Kita tidak bisa membayangkan bagaimana kehidupan rakyat pesisir pasca reklamasi. Disinilah peran mahasiswa sangat dibutuhkan tapi kenyataannya kebanyakan mahasiswa menutup mata dan telinga, seakan-akan mereka tidak menyaksikan hal tersebut. Di tengah perasaan was-was, rakyat tidak tahu di mana mereka bisa meminta pertolongan dan perlindungan. Apakah mereka harus meminta pertolongan dan perlindungan dari pihak pemerintah? Jawabannya tidak karena mereka tahu bahwa ada actor di balik layar dalam permasalahan ini yakni pemerintah. Apakah mereka harus meminta pertolongan dan perlindungan dari pihak aparatur Negara? Jawabannya tidak karena mereka tahu bahwa dalam pelaksanaan reklamasi ini ada pihak yang mengawasi yakni mereka yang memiliki pangkat. Lalu dimana rakyat harus meminta pertolongan dan perlindungan?
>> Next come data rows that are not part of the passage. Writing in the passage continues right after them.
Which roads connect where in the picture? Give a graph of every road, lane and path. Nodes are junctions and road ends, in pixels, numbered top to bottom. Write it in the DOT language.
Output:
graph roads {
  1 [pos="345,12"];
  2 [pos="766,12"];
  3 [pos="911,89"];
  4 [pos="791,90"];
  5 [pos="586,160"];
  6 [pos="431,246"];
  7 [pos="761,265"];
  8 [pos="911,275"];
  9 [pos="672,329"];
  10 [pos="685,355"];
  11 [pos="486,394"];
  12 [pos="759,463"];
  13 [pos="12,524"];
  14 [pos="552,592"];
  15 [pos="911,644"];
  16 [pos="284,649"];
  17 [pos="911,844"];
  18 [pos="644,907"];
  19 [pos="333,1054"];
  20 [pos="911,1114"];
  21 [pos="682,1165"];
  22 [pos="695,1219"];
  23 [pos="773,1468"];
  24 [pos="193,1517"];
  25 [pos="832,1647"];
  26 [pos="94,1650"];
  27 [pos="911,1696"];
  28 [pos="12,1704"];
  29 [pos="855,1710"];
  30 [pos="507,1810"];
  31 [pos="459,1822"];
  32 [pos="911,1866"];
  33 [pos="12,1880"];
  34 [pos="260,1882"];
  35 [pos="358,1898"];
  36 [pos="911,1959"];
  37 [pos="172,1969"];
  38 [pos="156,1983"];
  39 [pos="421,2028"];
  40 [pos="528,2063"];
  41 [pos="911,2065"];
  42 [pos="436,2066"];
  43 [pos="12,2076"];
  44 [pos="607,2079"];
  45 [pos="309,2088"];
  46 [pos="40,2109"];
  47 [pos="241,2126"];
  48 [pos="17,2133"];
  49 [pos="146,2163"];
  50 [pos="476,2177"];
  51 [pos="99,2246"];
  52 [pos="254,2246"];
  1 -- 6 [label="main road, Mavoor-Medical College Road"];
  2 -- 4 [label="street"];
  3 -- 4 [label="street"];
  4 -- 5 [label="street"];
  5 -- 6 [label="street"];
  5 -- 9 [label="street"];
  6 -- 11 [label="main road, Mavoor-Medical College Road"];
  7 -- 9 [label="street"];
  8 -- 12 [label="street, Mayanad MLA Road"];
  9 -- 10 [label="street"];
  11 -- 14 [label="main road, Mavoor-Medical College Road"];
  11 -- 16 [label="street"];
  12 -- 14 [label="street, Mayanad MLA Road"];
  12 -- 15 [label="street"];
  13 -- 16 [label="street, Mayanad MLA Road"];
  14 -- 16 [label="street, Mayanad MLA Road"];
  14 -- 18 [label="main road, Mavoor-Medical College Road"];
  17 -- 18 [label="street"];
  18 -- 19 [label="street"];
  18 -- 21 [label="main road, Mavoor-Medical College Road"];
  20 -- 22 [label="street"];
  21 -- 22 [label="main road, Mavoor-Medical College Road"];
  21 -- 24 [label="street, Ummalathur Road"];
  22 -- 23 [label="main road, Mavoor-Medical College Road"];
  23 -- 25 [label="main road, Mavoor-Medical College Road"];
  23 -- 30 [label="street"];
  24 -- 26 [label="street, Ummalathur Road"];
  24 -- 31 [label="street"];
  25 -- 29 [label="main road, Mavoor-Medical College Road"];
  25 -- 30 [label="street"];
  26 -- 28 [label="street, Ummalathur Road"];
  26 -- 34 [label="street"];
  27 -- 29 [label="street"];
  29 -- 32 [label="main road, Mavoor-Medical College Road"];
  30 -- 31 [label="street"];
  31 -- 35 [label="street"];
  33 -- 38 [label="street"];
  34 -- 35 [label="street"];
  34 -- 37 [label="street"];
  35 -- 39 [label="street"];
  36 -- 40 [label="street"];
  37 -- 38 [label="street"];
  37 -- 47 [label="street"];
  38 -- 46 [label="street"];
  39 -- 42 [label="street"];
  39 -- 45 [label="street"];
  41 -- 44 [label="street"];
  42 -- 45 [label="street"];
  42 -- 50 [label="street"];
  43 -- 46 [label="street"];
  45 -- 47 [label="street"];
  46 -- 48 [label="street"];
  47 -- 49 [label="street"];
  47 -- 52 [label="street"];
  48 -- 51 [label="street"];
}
Jawabannya adalah Mahasiswa, tapi dimana mahasiswa di saat rakyat membutuhkan mereka? Apakah mereka sedang mengerjakan tugas kuliah atau sedang bercanda ria di mall?. Budaya memikirkan diri sendiri dan acuh tak acuh terhadap rakyat yang sedang sangat membutuhkan pertolongan mereka merupakan potret kehidupan mahasiswa di zaman ini. Itu adalah perbuatan yang sangat menjijikkan, jiwa mereka telah terpasung dalam dunia hedonisme dan apatisme.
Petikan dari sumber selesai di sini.